Information shown:
- - - - - - -
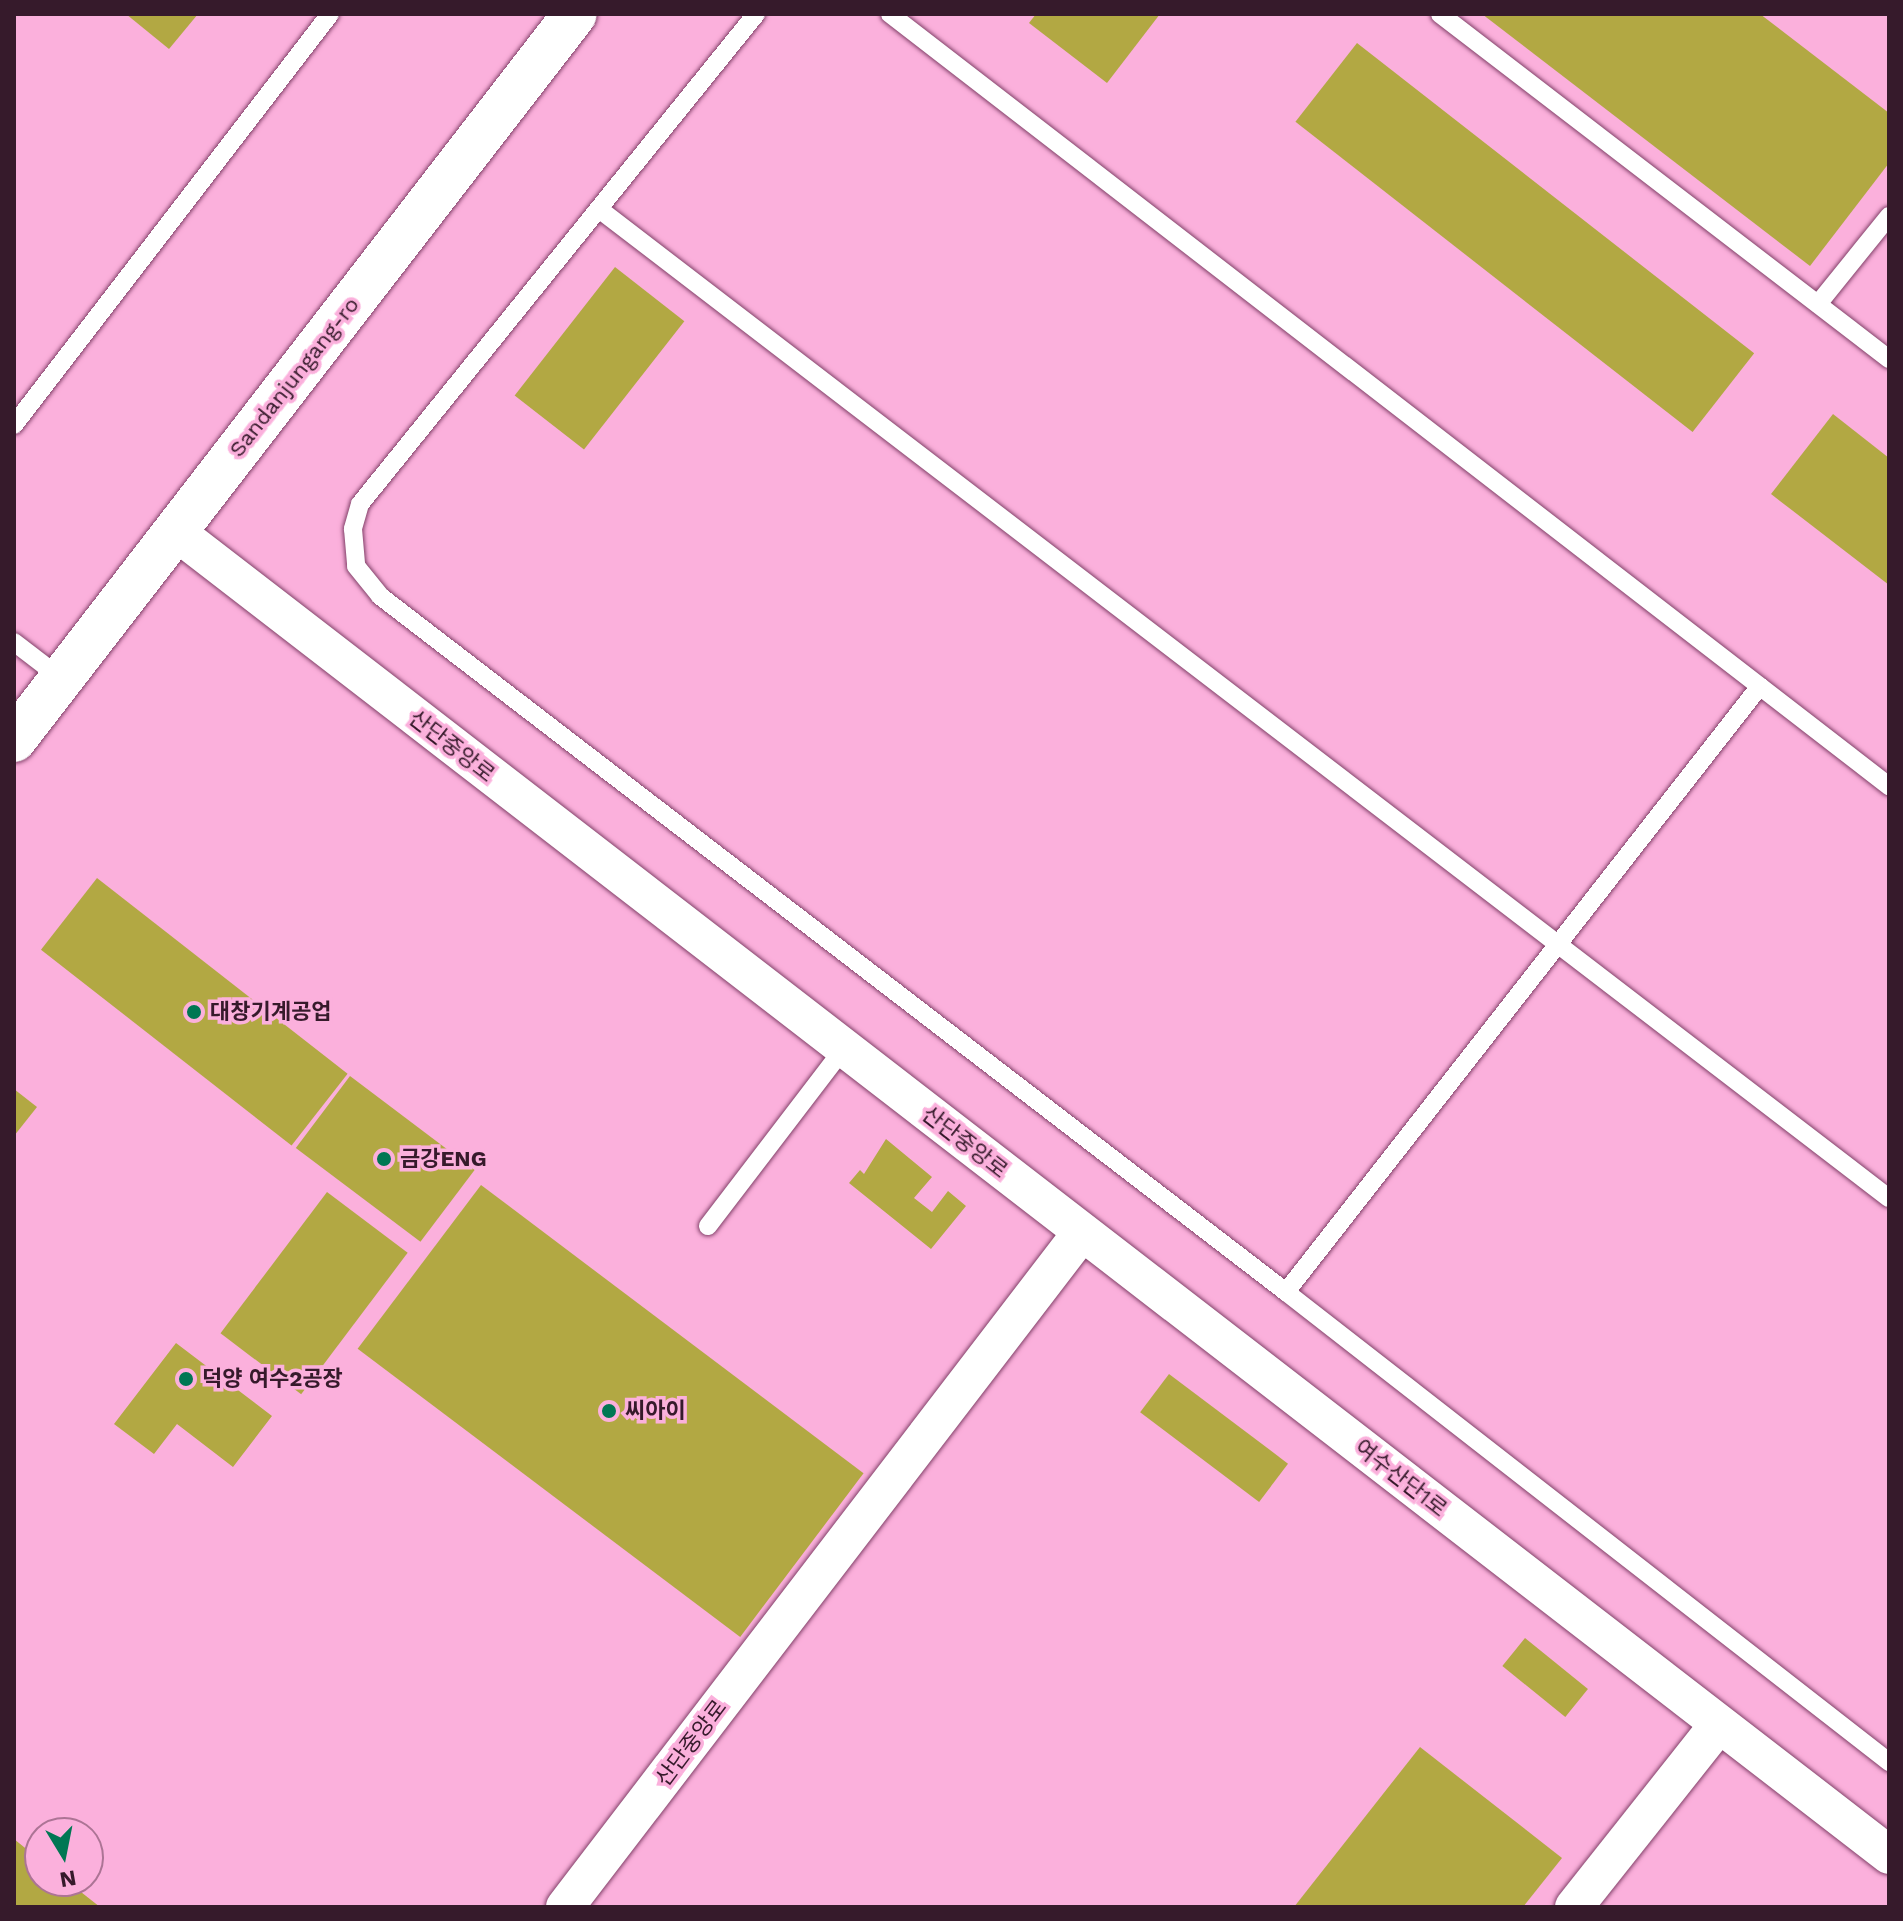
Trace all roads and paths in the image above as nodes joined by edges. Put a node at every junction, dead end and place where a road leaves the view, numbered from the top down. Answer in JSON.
{"nodes":[{"id":1,"x":330,"y":14,"type":"edge"},
{"id":2,"x":575,"y":14,"type":"edge"},
{"id":3,"x":756,"y":14,"type":"edge"},
{"id":4,"x":890,"y":14,"type":"edge"},
{"id":5,"x":1440,"y":14,"type":"edge"},
{"id":6,"x":599,"y":209,"type":"junction"},
{"id":7,"x":1889,"y":216,"type":"edge"},
{"id":8,"x":1818,"y":304,"type":"junction"},
{"id":9,"x":1889,"y":359,"type":"edge"},
{"id":10,"x":14,"y":425,"type":"edge"},
{"id":11,"x":175,"y":531,"type":"junction"},
{"id":12,"x":14,"y":642,"type":"edge"},
{"id":13,"x":62,"y":679,"type":"junction"},
{"id":14,"x":1760,"y":686,"type":"junction"},
{"id":15,"x":14,"y":740,"type":"edge"},
{"id":16,"x":1889,"y":786,"type":"edge"},
{"id":17,"x":1558,"y":944,"type":"junction"},
{"id":18,"x":844,"y":1048,"type":"junction"},
{"id":19,"x":1889,"y":1198,"type":"edge"},
{"id":20,"x":708,"y":1226,"type":"dead end"},
{"id":21,"x":1082,"y":1232,"type":"junction"},
{"id":22,"x":1286,"y":1292,"type":"junction"},
{"id":23,"x":1719,"y":1724,"type":"junction"},
{"id":24,"x":1889,"y":1762,"type":"edge"},
{"id":25,"x":1889,"y":1855,"type":"edge"},
{"id":26,"x":565,"y":1907,"type":"edge"},
{"id":27,"x":1574,"y":1907,"type":"edge"}],
"edges":[{"from":1,"to":10,"type":"lane"},
{"from":2,"to":11,"type":"street","name":"Sandanjungang-ro"},
{"from":3,"to":6,"type":"lane"},
{"from":4,"to":14,"type":"lane"},
{"from":5,"to":8,"type":"lane"},
{"from":6,"to":17,"type":"lane"},
{"from":6,"to":22,"type":"lane"},
{"from":7,"to":8,"type":"lane"},
{"from":8,"to":9,"type":"lane"},
{"from":11,"to":13,"type":"street","name":"Sandanjungang-ro"},
{"from":11,"to":18,"type":"street","name":"산단중앙로"},
{"from":12,"to":13,"type":"lane"},
{"from":13,"to":15,"type":"street","name":"Sandanjungang-ro"},
{"from":14,"to":16,"type":"lane"},
{"from":14,"to":17,"type":"lane"},
{"from":17,"to":19,"type":"lane"},
{"from":17,"to":22,"type":"lane"},
{"from":18,"to":20,"type":"lane"},
{"from":18,"to":21,"type":"street","name":"산단중앙로"},
{"from":21,"to":23,"type":"street","name":"여수산단1로"},
{"from":21,"to":26,"type":"street","name":"산단중앙로"},
{"from":22,"to":24,"type":"lane"},
{"from":23,"to":25,"type":"street","name":"여수산단1로"},
{"from":23,"to":27,"type":"street"}]}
- - - - - - -
Task description: The entries should be printed again exactly as written, leaving all pictures out.

Solution to the problem:
Trace all roads and paths in the image above as nodes joined by edges. Put a node at every junction, dead end and place where a road leaves the view, numbered from the top down. Answer in JSON.
{"nodes":[{"id":1,"x":330,"y":14,"type":"edge"},
{"id":2,"x":575,"y":14,"type":"edge"},
{"id":3,"x":756,"y":14,"type":"edge"},
{"id":4,"x":890,"y":14,"type":"edge"},
{"id":5,"x":1440,"y":14,"type":"edge"},
{"id":6,"x":599,"y":209,"type":"junction"},
{"id":7,"x":1889,"y":216,"type":"edge"},
{"id":8,"x":1818,"y":304,"type":"junction"},
{"id":9,"x":1889,"y":359,"type":"edge"},
{"id":10,"x":14,"y":425,"type":"edge"},
{"id":11,"x":175,"y":531,"type":"junction"},
{"id":12,"x":14,"y":642,"type":"edge"},
{"id":13,"x":62,"y":679,"type":"junction"},
{"id":14,"x":1760,"y":686,"type":"junction"},
{"id":15,"x":14,"y":740,"type":"edge"},
{"id":16,"x":1889,"y":786,"type":"edge"},
{"id":17,"x":1558,"y":944,"type":"junction"},
{"id":18,"x":844,"y":1048,"type":"junction"},
{"id":19,"x":1889,"y":1198,"type":"edge"},
{"id":20,"x":708,"y":1226,"type":"dead end"},
{"id":21,"x":1082,"y":1232,"type":"junction"},
{"id":22,"x":1286,"y":1292,"type":"junction"},
{"id":23,"x":1719,"y":1724,"type":"junction"},
{"id":24,"x":1889,"y":1762,"type":"edge"},
{"id":25,"x":1889,"y":1855,"type":"edge"},
{"id":26,"x":565,"y":1907,"type":"edge"},
{"id":27,"x":1574,"y":1907,"type":"edge"}],
"edges":[{"from":1,"to":10,"type":"lane"},
{"from":2,"to":11,"type":"street","name":"Sandanjungang-ro"},
{"from":3,"to":6,"type":"lane"},
{"from":4,"to":14,"type":"lane"},
{"from":5,"to":8,"type":"lane"},
{"from":6,"to":17,"type":"lane"},
{"from":6,"to":22,"type":"lane"},
{"from":7,"to":8,"type":"lane"},
{"from":8,"to":9,"type":"lane"},
{"from":11,"to":13,"type":"street","name":"Sandanjungang-ro"},
{"from":11,"to":18,"type":"street","name":"산단중앙로"},
{"from":12,"to":13,"type":"lane"},
{"from":13,"to":15,"type":"street","name":"Sandanjungang-ro"},
{"from":14,"to":16,"type":"lane"},
{"from":14,"to":17,"type":"lane"},
{"from":17,"to":19,"type":"lane"},
{"from":17,"to":22,"type":"lane"},
{"from":18,"to":20,"type":"lane"},
{"from":18,"to":21,"type":"street","name":"산단중앙로"},
{"from":21,"to":23,"type":"street","name":"여수산단1로"},
{"from":21,"to":26,"type":"street","name":"산단중앙로"},
{"from":22,"to":24,"type":"lane"},
{"from":23,"to":25,"type":"street","name":"여수산단1로"},
{"from":23,"to":27,"type":"street"}]}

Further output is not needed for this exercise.